Somebody once said that the best thing to do in Dubai is to rent a car at the airport, and drive to Muscat in Oman. I beg to differ: Dubai may not have millennia of rich cultural history, but it is an impressive showcase of human achievement.
In a few decades, the place has grown from a a small seaport town to a 3m+ city with some of the most spectacular constructions of modern times. It has become a playground of architects and engineers, and a magnet for people looking a to show off by spending a lot of money.
At the heart of Dubai, the Business Area, is the world’s tallest structure – the Burj Dubai. Adjacent to it is the Dubai Mall – a shopping mecca blown out of proportions. It’s the world’s largest mall, cost $20 billion to build, and has 1200 shops. Other attractions are an indoor aquarium, a waterfall and an ice rink.
Needless to say, all the famous and expensive fashion brands, such as Gucci, Versace, Dolce Gabbana, Dior, Armani, etc. have shops in the Fashion Catwalk atrium, and any electronic gadget you can’t find on the 2nd floor, probably doesn’t exist. If you’re in for an unretained shopping spree, look no further!
Between the Dubai Mall and Burj Dubai is an artificial lake with the world’s most expensive ($218m) fountain. Every night, it offers a spectacular sound, light and water show where the fountain “dances” to music. That show is probably the most unmissable thing about Dubai, and should be the #1 point on the to-see list of anyone passing through.
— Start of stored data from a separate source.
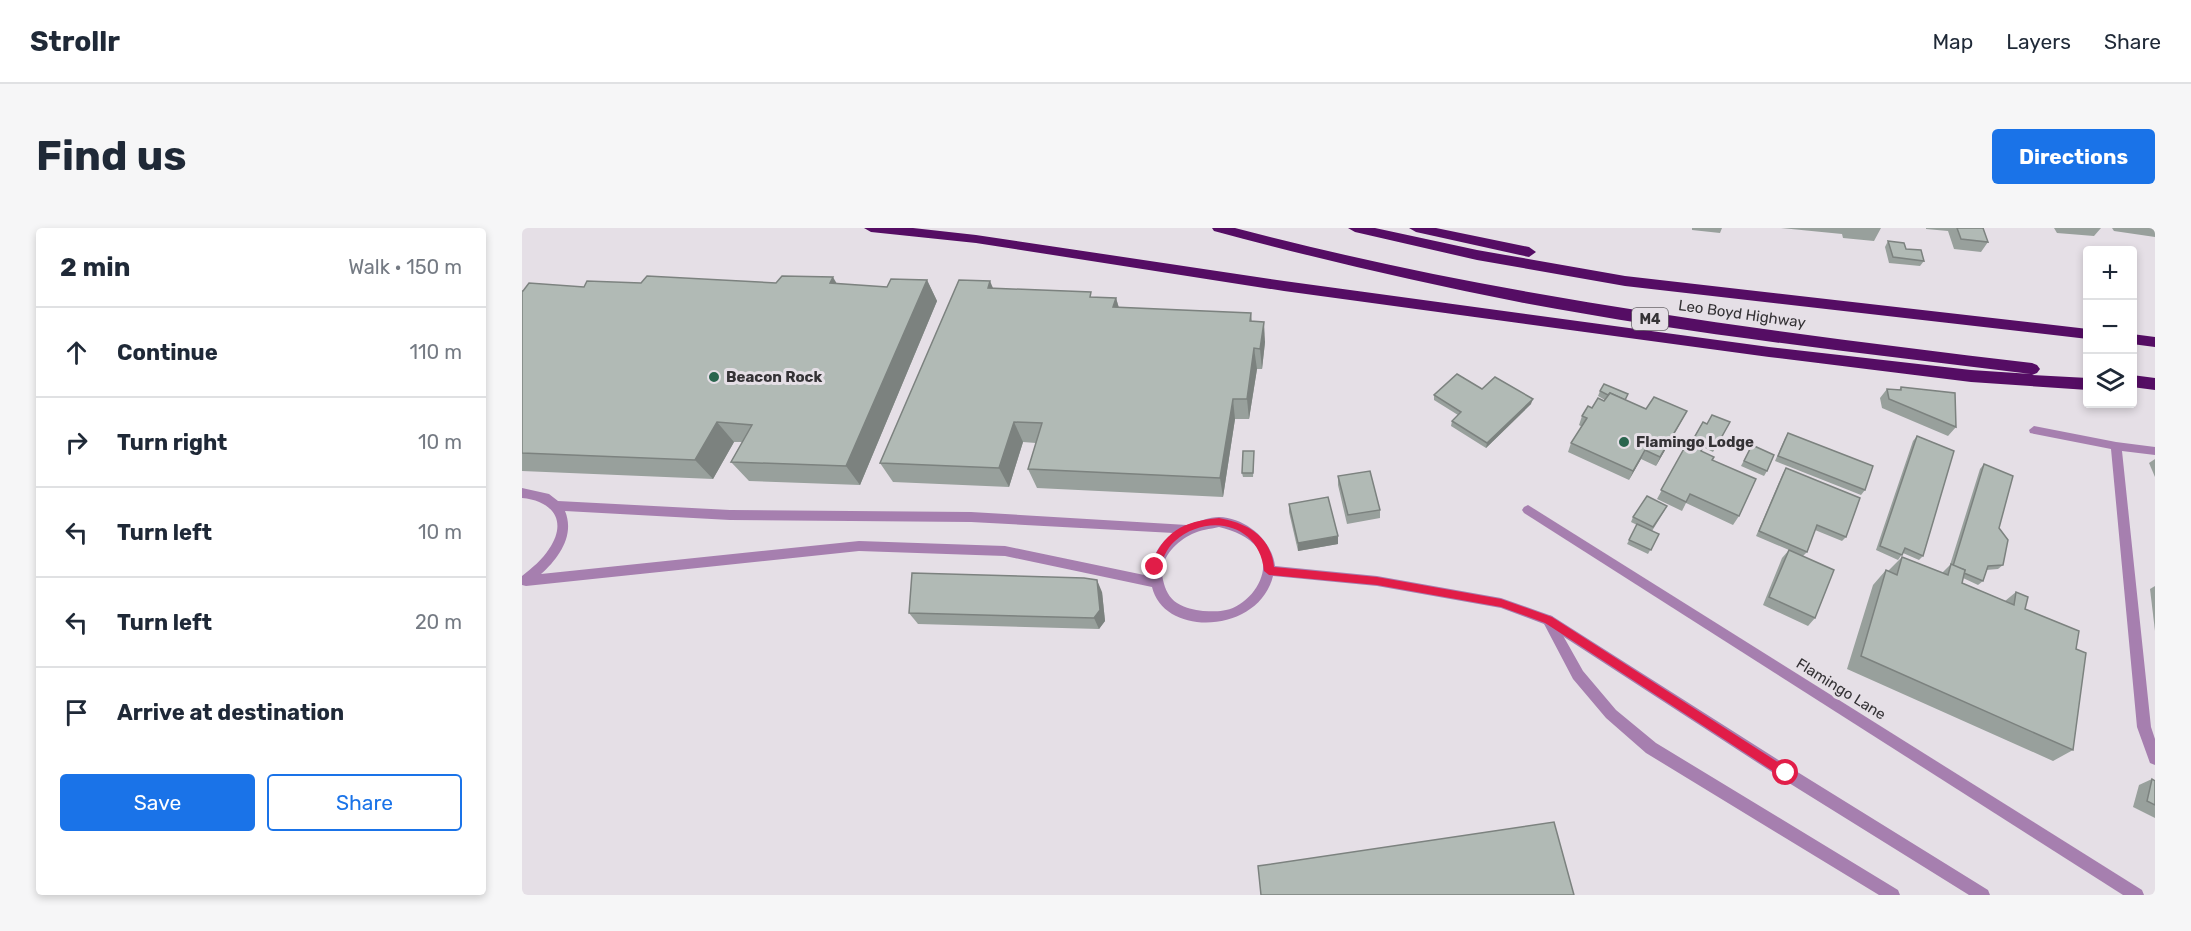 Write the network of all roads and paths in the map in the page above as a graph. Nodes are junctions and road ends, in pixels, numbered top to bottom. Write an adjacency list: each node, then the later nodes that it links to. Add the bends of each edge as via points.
1 (870, 228): 11 (highway, via 976,239 1284,286 1769,352 1971,376)
2 (1219, 228): 9 (highway, Leo Boyd Highway / M4, via 1336,259 1606,313)
3 (1355, 228): 5 (highway, Leo Boyd Highway / M4, via 1625,281)
4 (1416, 228): 5 (highway, via 1563,260)
5 (1802, 302): 6 (highway, Leo Boyd Highway / M4)
6 (2083, 333)
7 (2137, 340): 8 (highway)
8 (2155, 342)
9 (2083, 375)
10 (2137, 382): 12 (highway)
11 (2083, 384)
12 (2155, 386): 13 (highway)
13 (2137, 387)
14 (2034, 430): 15 (street)
15 (2116, 446): 16 (street); 25 (street, via 2144,727)
16 (2155, 451)
17 (522, 493): 18 (street, via 546,497)
18 (557, 506): 20 (street, via 730,515 971,517); 22 (street, via 563,518 556,549)
19 (1528, 510): 28 (street, Flamingo Lane)
20 (1185, 529): 21 (street, via 1219,522 1250,532 1268,556); 23 (street, via 1160,552)
21 (1269, 571): 23 (street, via 1265,586 1255,599 1223,617 1205,619 1172,608); 24 (street, via 1377,581 1501,603)
22 (524, 582): 23 (street, via 859,546 1005,551)
23 (1155, 582)
24 (1548, 620): 26 (street, via 1578,675 1611,714 1651,748); 27 (street)
25 (2155, 759)
26 (1893, 895)
27 (1983, 895)
28 (2137, 895) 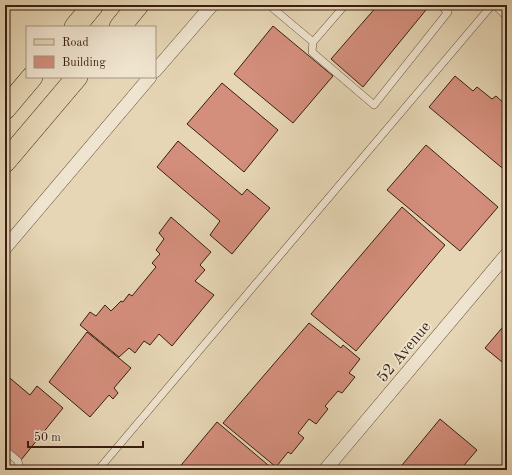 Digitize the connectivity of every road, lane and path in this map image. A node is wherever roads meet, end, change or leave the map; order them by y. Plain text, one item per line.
1 (93, 5) edge
2 (138, 5) edge
3 (212, 5) edge
4 (269, 5) edge
5 (345, 5) edge
6 (440, 5) edge
7 (492, 5) edge
8 (502, 5) edge
9 (507, 10) edge
10 (76, 26) edge
11 (121, 26) edge
12 (313, 42) junction
13 (156, 70) edge
14 (31, 78) edge
15 (76, 78) edge
16 (149, 78) edge
17 (5, 109) edge
18 (5, 162) edge
19 (5, 248) edge
20 (507, 254) edge
21 (5, 450) edge
22 (20, 470) edge
23 (98, 470) edge
24 (325, 470) edge

1 - 10 main road
2 - 11 main road
3 - 13 street
4 - 12 lane
5 - 12 lane
6 - 12 lane
7 - 23 lane
8 - 9 street
14 - 17 main road
15 - 18 main road
16 - 19 street
20 - 24 street, 52 Avenue
21 - 22 lane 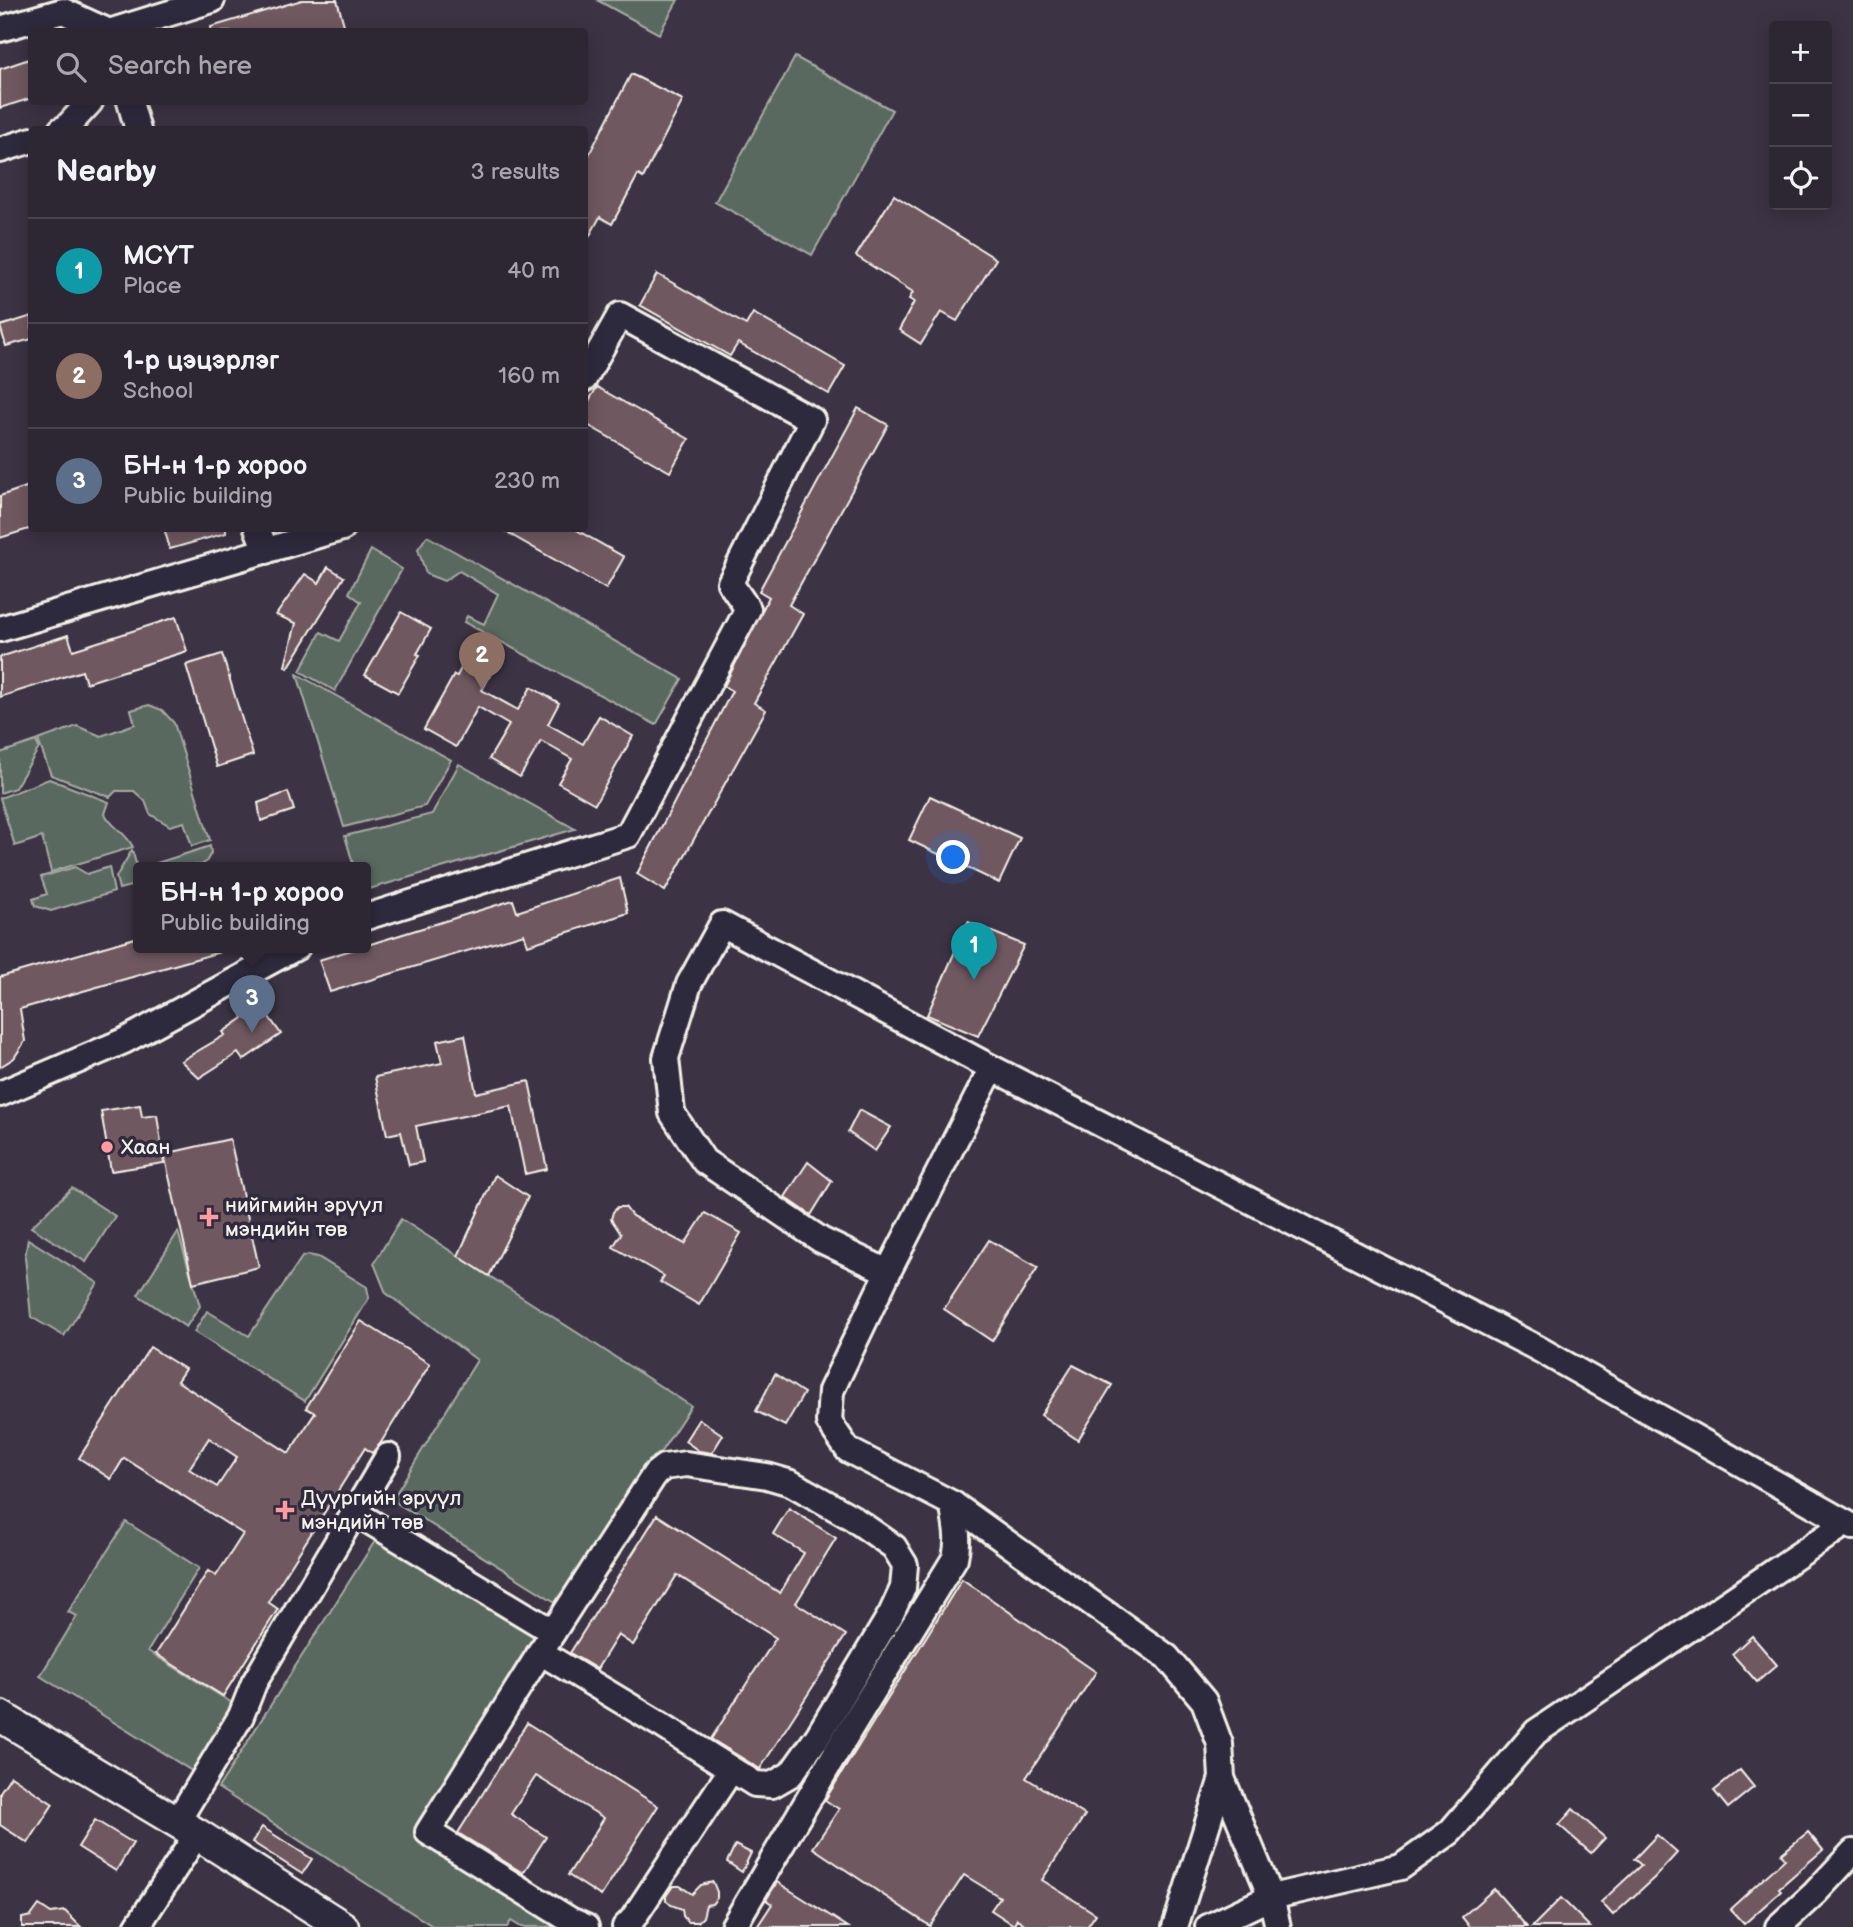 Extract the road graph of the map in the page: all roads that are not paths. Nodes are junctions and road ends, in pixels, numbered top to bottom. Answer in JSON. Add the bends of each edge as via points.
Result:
{"nodes":[{"id":1,"x":212,"y":0,"type":"edge"},
{"id":2,"x":102,"y":28,"type":"edge"},
{"id":3,"x":119,"y":28,"type":"edge"},
{"id":4,"x":0,"y":29,"type":"edge"},
{"id":5,"x":87,"y":105,"type":"edge"},
{"id":6,"x":131,"y":105,"type":"edge"},
{"id":7,"x":68,"y":126,"type":"edge"},
{"id":8,"x":137,"y":126,"type":"edge"},
{"id":9,"x":28,"y":141,"type":"edge"},
{"id":10,"x":0,"y":150,"type":"edge"},
{"id":11,"x":588,"y":372,"type":"edge"},
{"id":12,"x":315,"y":532,"type":"edge"},
{"id":13,"x":261,"y":540,"type":"edge"},
{"id":14,"x":0,"y":629,"type":"edge"},
{"id":15,"x":371,"y":915,"type":"edge"},
{"id":16,"x":286,"y":953,"type":"edge"},
{"id":17,"x":992,"y":1068,"type":"junction"},
{"id":18,"x":0,"y":1094,"type":"edge"},
{"id":19,"x":888,"y":1272,"type":"junction"},
{"id":20,"x":388,"y":1456,"type":"dead end"},
{"id":21,"x":953,"y":1504,"type":"junction"},
{"id":22,"x":354,"y":1512,"type":"junction"},
{"id":23,"x":1850,"y":1525,"type":"edge"},
{"id":24,"x":546,"y":1642,"type":"junction"},
{"id":25,"x":0,"y":1716,"type":"edge"},
{"id":26,"x":732,"y":1770,"type":"junction"},
{"id":27,"x":1223,"y":1778,"type":"junction"},
{"id":28,"x":187,"y":1828,"type":"junction"},
{"id":29,"x":1853,"y":1852,"type":"edge"},
{"id":30,"x":1271,"y":1897,"type":"junction"},
{"id":31,"x":574,"y":1925,"type":"edge"},
{"id":32,"x":137,"y":1927,"type":"edge"},
{"id":33,"x":343,"y":1927,"type":"edge"},
{"id":34,"x":625,"y":1927,"type":"edge"},
{"id":35,"x":733,"y":1927,"type":"edge"},
{"id":36,"x":1175,"y":1927,"type":"edge"},
{"id":37,"x":1208,"y":1927,"type":"edge"},
{"id":38,"x":1278,"y":1927,"type":"edge"},
{"id":39,"x":1778,"y":1927,"type":"edge"}],
"edges":[{"from":1,"to":3,"type":"street"},
{"from":2,"to":4,"type":"street","via":[[63,11]]},
{"from":5,"to":7,"type":"street"},
{"from":6,"to":8,"type":"street"},
{"from":9,"to":10,"type":"street"},
{"from":11,"to":15,"type":"street","via":[[620,315],[812,420],[730,583],[748,610],[628,835]]},
{"from":12,"to":13,"type":"street"},
{"from":13,"to":14,"type":"street"},
{"from":16,"to":18,"type":"street","via":[[124,1041]]},
{"from":17,"to":19,"type":"street"},
{"from":17,"to":19,"type":"street","via":[[722,924],[689,984],[666,1058],[672,1113],[704,1161],[821,1240]]},
{"from":17,"to":23,"type":"street","via":[[1537,1348]]},
{"from":19,"to":21,"type":"street","via":[[831,1391],[830,1422],[848,1450]]},
{"from":20,"to":22,"type":"street"},
{"from":21,"to":27,"type":"street","via":[[1167,1657],[1204,1701],[1220,1744]]},
{"from":21,"to":35,"type":"street","via":[[959,1537],[955,1558]]},
{"from":22,"to":24,"type":"street"},
{"from":22,"to":28,"type":"street","via":[[254,1684]]},
{"from":23,"to":30,"type":"street","via":[[1536,1732],[1450,1832],[1401,1867]]},
{"from":24,"to":26,"type":"street"},
{"from":24,"to":26,"type":"street","via":[[655,1474],[664,1467],[686,1464],[726,1469],[791,1483],[894,1546],[905,1565],[904,1588],[862,1666],[791,1774],[772,1785],[755,1784]]},
{"from":24,"to":31,"type":"street","via":[[428,1832]]},
{"from":25,"to":28,"type":"street"},
{"from":26,"to":34,"type":"street"},
{"from":27,"to":30,"type":"street"},
{"from":27,"to":36,"type":"street"},
{"from":28,"to":32,"type":"street"},
{"from":28,"to":33,"type":"street"},
{"from":29,"to":39,"type":"street"},
{"from":30,"to":37,"type":"street"},
{"from":30,"to":38,"type":"street"}]}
A bit further down the lakeside is the Palace Hotel, with its not-so-well-known Pool Bar. Centered around a swimming pool, the place offers each visitor a tent with a comfortable couch with huge cushions. The ideal place to go for cocktails a sheeshah.
Another landmark of Dubai is the Burj al Arab, in the Jumeirah area. The world’s first 7-star hotel is still one of the first things people associate with Dubai, but is already being overshadowed by some of the more recent developments.
The articificial, palm-shaped peninsula of Palm Jumeirah so far has little to offer except luxurious apartments and villas. At the end of the road is another 7-star hotel: The Atlantis.
The little historic heritage the Dubai has, is excessively well-preserved, and refurbished to the point of looking artificial. The Cultural Heritage Village – the old town, that is – is well worth a visit, though. There are even some very nice restaurants there, offering traditional arab food and delicious fresh fruit juices.
The recently opened Metro is still not entirely finished, but is functional on some of the stations. Taxis are cheap, but getting from one end of the city to the other takes at the very least 45 minutes. That makes the Metro a useful alternative. Of course it’s more environment-friendly to take the metro, too, but considering the excessive amounts of energy the city is already blowing away on tacky luxury stuff, it is probably the place on Earth where it matters the least.
The shopping, the fancy restaurants and the funky architecture are certainly enough to keep you busy for a long weekend. Besides those things, Dubai doesn’t really have a lot to offer, though. The place is a bit superficial, and that can be fun to some extent. For anyone passing through on the way to somewhere else, it’s definitely worth a stopover.
Dubai is nevertheless a great playground for anyone with a camera and an eye for good pictures. The cool architecture is an open invitation to any photographer, and cheap energy makes the city an impressive light show at night. If you didn’t bring an SLR and a tripod, you’ll be at the right place to buy them anyway, so don’t leave Dubai without a bunch of good pictures!